Quando a gente assumiu, a Incubatep estava praticamente fechada, sem nenhuma empresa incubada. A gente retoma esse processo de incubação que foca em todas as áreas de atuação do Itep: meio-ambiente, gestão territorial sustentável, agronegócio, engenharia, alimentos, tecnologia e a parte de conectividade. Nós já aprovamos um projeto junto à Facepe, em que vamos encubar as cinco primeiras startups que ganharam um concurso da Nasa.
Temos aberto a frente para startups que vão desenvolver também sistemas de inteligência que dialogam com o que a gente faz e com técnicos de extrema competência que a gente tem dentro da casa. Temos mestres, doutores, temos o nosso mestrado em tecnologia ambiental há 20 anos. Então, temos no mesmo ambiente de tecnologia de ponta, uma área educacional.
Por isso, pretendemos que o Itep seja um hub de inovação.

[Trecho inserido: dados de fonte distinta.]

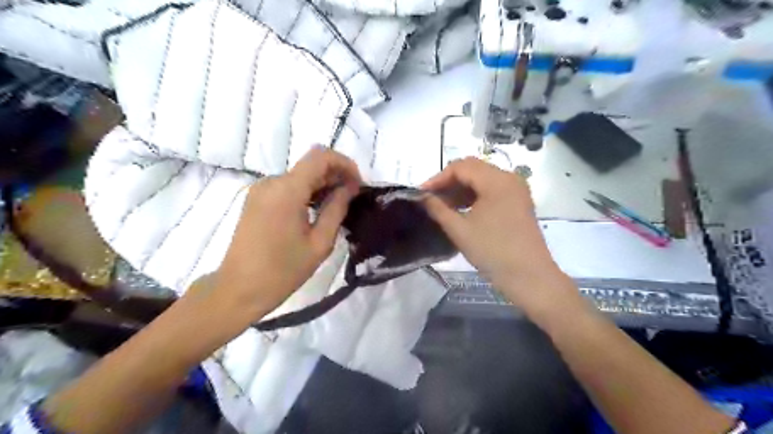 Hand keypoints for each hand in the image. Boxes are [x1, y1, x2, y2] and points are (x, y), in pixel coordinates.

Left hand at [209, 147, 362, 319]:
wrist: (239, 290)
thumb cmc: (283, 271)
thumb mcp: (320, 242)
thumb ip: (337, 208)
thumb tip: (350, 187)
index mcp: (287, 190)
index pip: (320, 156)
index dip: (344, 164)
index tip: (358, 184)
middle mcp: (271, 182)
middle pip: (310, 165)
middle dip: (335, 176)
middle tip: (352, 199)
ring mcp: (261, 190)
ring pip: (300, 176)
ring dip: (321, 185)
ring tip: (337, 208)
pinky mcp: (256, 199)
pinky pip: (287, 186)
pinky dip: (306, 192)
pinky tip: (316, 212)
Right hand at [422, 157, 572, 310]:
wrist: (530, 278)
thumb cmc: (493, 252)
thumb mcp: (460, 230)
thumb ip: (438, 209)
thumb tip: (422, 197)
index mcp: (497, 180)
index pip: (461, 167)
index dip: (438, 178)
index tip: (422, 194)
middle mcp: (509, 178)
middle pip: (472, 169)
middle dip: (449, 182)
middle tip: (430, 199)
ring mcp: (516, 190)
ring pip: (482, 179)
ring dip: (461, 189)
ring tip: (443, 206)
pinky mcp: (518, 202)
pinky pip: (492, 190)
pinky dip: (474, 196)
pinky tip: (461, 210)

Afinal, ele está localizado num ambiente fértil: na mesma rua onde o instituto está sediado, estão o Cetene, ligado ao Ministério da Ciência e Tecnologia, do nosso lado direito está o Instituto Federal, do lado esquerdo está o Ipem (Instituto de Pesos e Medidas) e à nossa frente está a Universidade Federal de Pernambuco. Um terreno fértil, onde a gente pode receber empresas que estão iniciando. Três pessoas se juntam com ideia, vão para lá e começam a se desenvolver.
Temos o diferencial de possuir uma carteira com mais de 14 mil clientes. Eu consigo pegar esse jovem que tem uma ideia e chamar um cliente nosso, por exemplo, um grande exportador de uva do Vale do São Francisco e dizer: “Olha, essa startup tem uma ideia para você”. Outra proposta que a gente tem é que essas grandes empresas parceiras do Itep adotem salas no nosso prédio, que estavam sem uso. Vamos colocar os editais focados em startups que resolvam os problemas dessas empresas.
Queremos dialogar ainda com o Porto Digital para que possamos somar. A gente precisa que essas grandes empresas, as grandes fomentadoras de tecnologias, observem que a gente pode contribuir porque, crescendo o Itep, Pernambuco também cresce, afinal o instituto esteve presente em todos o momentos da história recente de crescimento do Estado.